Several studies have highlighted the role of estrogen in preventing and treating hot flashes.21 In one such study, a significant decline in hot flashes (77 % reduction; p<0.02) after 8 weeks in men receiving transdermal estradiol as second-line therapy for castration-resistant PC was observed.66
Long-term ADT is becoming increasingly common as men live longer with a diagnosis of PC. By creating both testosterone and estrogen deficiency, contemporary ADT with LHRHa causes a range of significant side effects.
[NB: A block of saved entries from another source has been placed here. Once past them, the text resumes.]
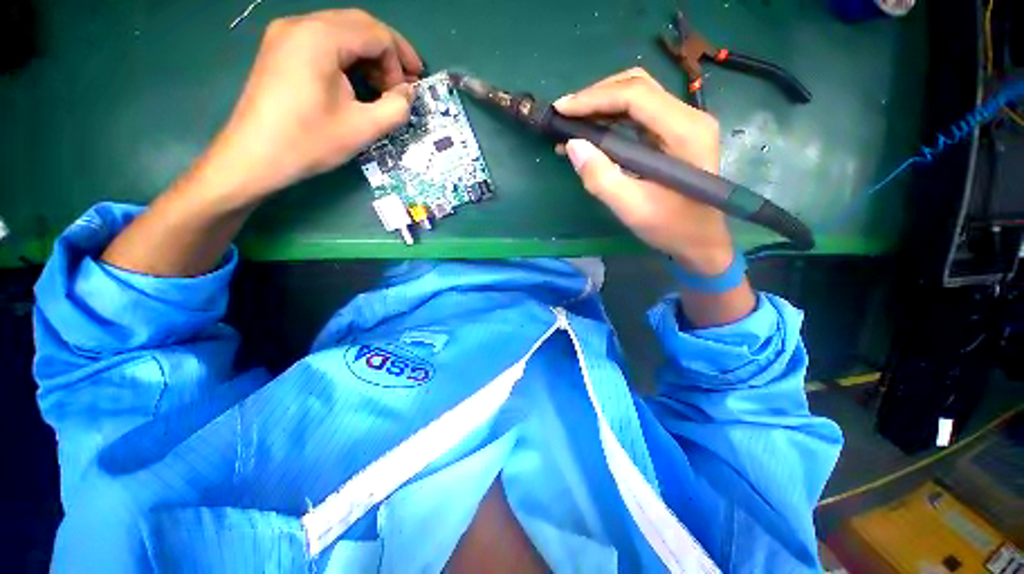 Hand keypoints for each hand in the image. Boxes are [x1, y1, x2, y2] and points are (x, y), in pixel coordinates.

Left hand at [198, 9, 422, 201]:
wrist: (255, 156)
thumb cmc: (310, 141)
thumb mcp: (363, 128)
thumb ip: (396, 107)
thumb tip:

The large number of patients receiving LHRHa greatly amplifies the impact of this toxicity and have been under-estimated in the literature.67 The wide-ranging nature of these effects complicates discussion in clinical practice68 particularly if patients are older with multiple comorbidities.69 Understanding and preventing the consequences of contemporary ADT is vital to improve the QoL of these men. There are also significant financial implications for healthcare systems the world over. The re-emergence of estrogens, in parenteral form, offers an effective and inexpensive alternative to LHRHa. Parenteral estrogen avoids the thromboembolic and CVS toxicities associated with its oral counterpart. As a monotherapy, it has the potential to reduce or eliminate some of the serious complications of LHRHa, (osteoporosis, cognitive impairment, and hot flashes), which result in significant morbidity and mortality. Results from trials such as PATCH may establish parenteral estrogen as an important alternative to LHRHa in the management of PC. Until definitive results are available, effective monitoring is required so that timely prophylactic and/ or therapeutic interventions can be instituted to mitigate the toxicities associated with LHRHa.